Mom’s Team: my sister Juliana, Mom, my brother David, and me, at my niece’s PhD ceremony. Life really does go on. Photo by Andrea Sparks.

Thrill Ride

Update: Mom is still with us. In case there was any doubt.

In the roller-coaster ride of dementia care, there are times when you think you’ve lost your loved one. Every time she can’t do something she used to be able to do automatically, you think, “Oh, she’s left us.” But she rallies, or you open your mind, or both, and you realize that although she’s different now, she’s still with you.

Flashback: When I was about ten, Mom took my friend Vikki and me to Six Flags Over Georgia, a huge amusement park. It was a two-hour drive from our hometown, so every visit was a special occasion.

In those days, there was only one roller coaster in the park, the Dahlonega Mine Train, and it was my favorite ride. My friends and I were accustomed to waiting in long, snaking lines to reach the platform, where we’d be strapped into mine cars by a gaggle of teenage summer workers, their adolescent swagger and easy camaraderie adding to the excitement of venturing underground without our parents.

This summer day, miraculously, the park was not crowded, and there was no line. Vikki and I rode that roller coaster once, twice, three times . . . and each time we emerged, we dashed back to the entrance, where my mother sat waiting for us on a shaded bench.

“Can we ride it again?” we begged, breathlessly.

“If you want to,” Mom said.

Vikki and I raced through the zigzag rows of handrails to the platform, and rode the mine train 36 times – a new record, at least for us. (We couldn’t wait to get to school that fall and tell our friends.)

Looking back, I wonder at the patience my mother had, sitting on a bench in the Georgia heat, letting two little girls run and ride in circles. By that time, Mom was probably already seeing glimpses of her own mother’s dementia, the roller coaster she would soon be riding.

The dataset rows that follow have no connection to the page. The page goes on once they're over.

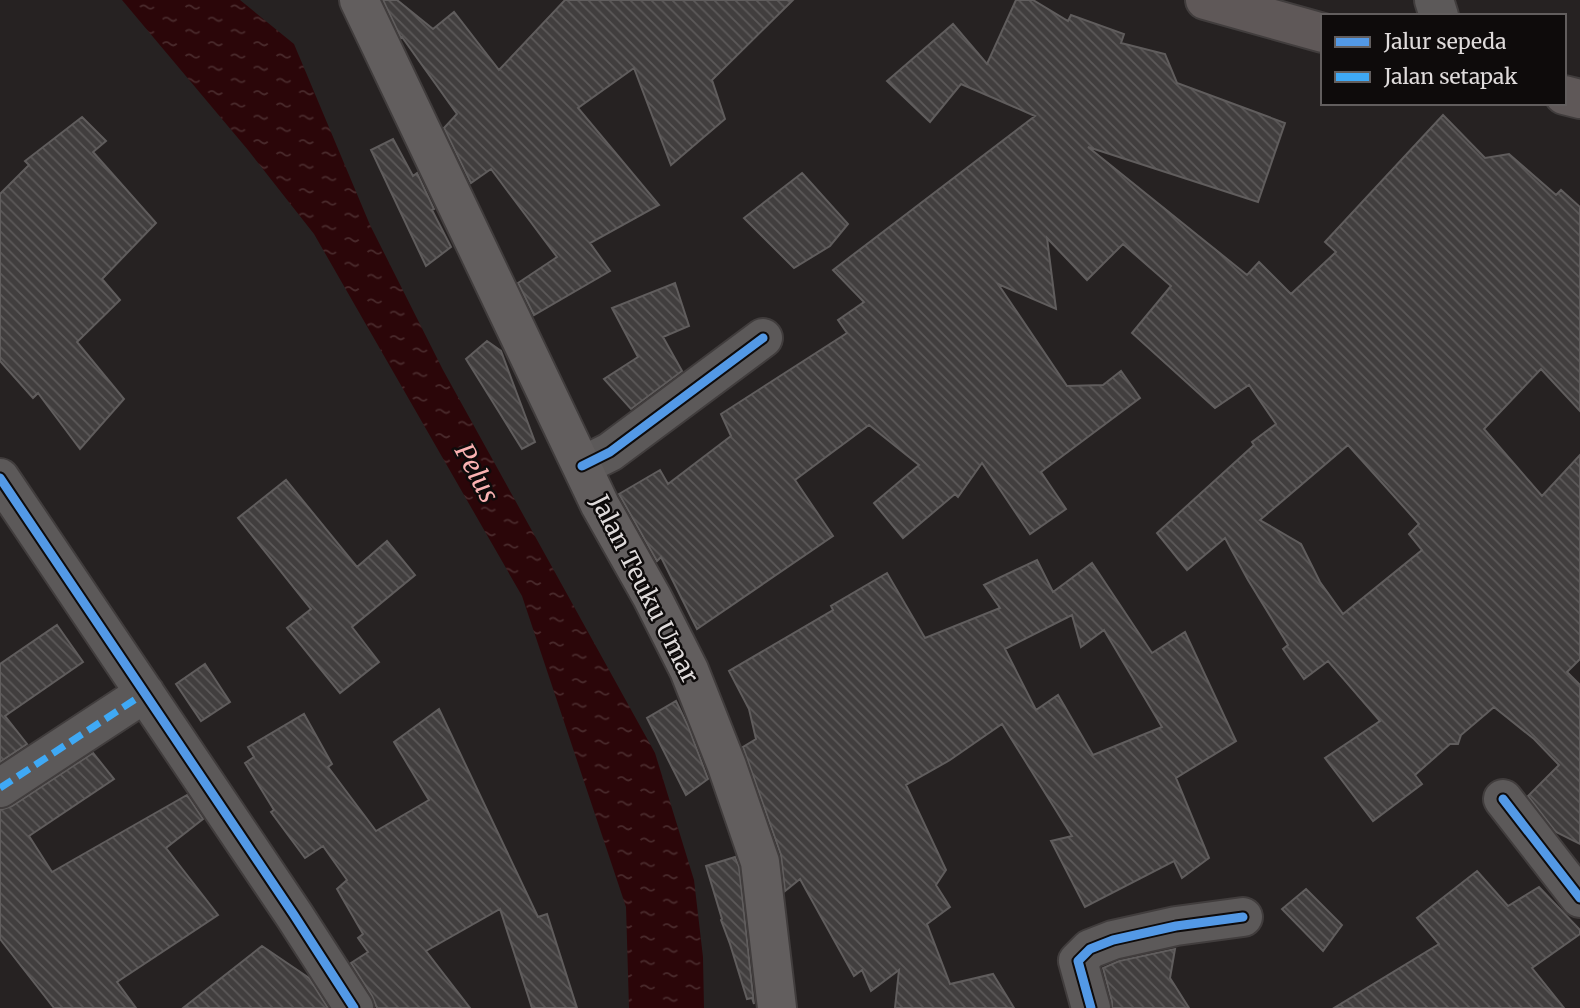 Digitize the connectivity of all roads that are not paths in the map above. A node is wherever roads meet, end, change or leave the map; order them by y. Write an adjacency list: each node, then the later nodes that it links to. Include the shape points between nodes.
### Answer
1 (359, 0): 5 (main road, Jalan Teuku Umar)
2 (1205, 0): 3 (main road)
3 (1321, 32)
4 (762, 338): 5 (street, via 610,452)
5 (582, 466): 13 (main road, Jalan Teuku Umar, via 689,670 727,766 760,862)
6 (0, 478): 7 (street)
7 (145, 694): 8 (street); 12 (street)
8 (0, 788)
9 (1503, 799): 10 (street)
10 (1580, 898)
11 (1242, 917): 14 (street, via 1176,926 1090,949 1078,961)
12 (354, 1008)
13 (777, 1008)
14 (1091, 1008)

It occurs to me now that we may have been in Atlanta that day so that Mom could take care of her aging parents. Vikki and I rode to Atlanta several times and played, while Mom tended to her dying father and demanding mother. Maybe that trip to Six Flags happened on a weekday when Nanny needed help with shopping or the checkbook. Maybe it was the day Nanny said her purse had been stolen and Mom found it under the kitchen sink. Whatever. It was a happy day for two little girls at an amusement park.

The thing about roller coasters is this: you have to roll with them. The ups and downs and crazy turns are built in. You can fight them, or your can put your hands up in the air, let the wind whip through your hair, and accept the fact that you are not in control. You can be terrified, or you can have fun.

Or both.

I still get frightened by Mom’s dementia. I think fear and frustration are built into the ride. I will never get used to seeing her abilities slip away. I will never stop feeling a clutch in my stomach when she’s distressed; in fact, I think I’m wired to react to pain in her voice, the way new mothers physically react to their baby’s cry. And because she’s my mother, there will always be things about her that drive me a little bit crazy. But I also have fun with her. In the midst of a long uphill struggle, she can still make me laugh.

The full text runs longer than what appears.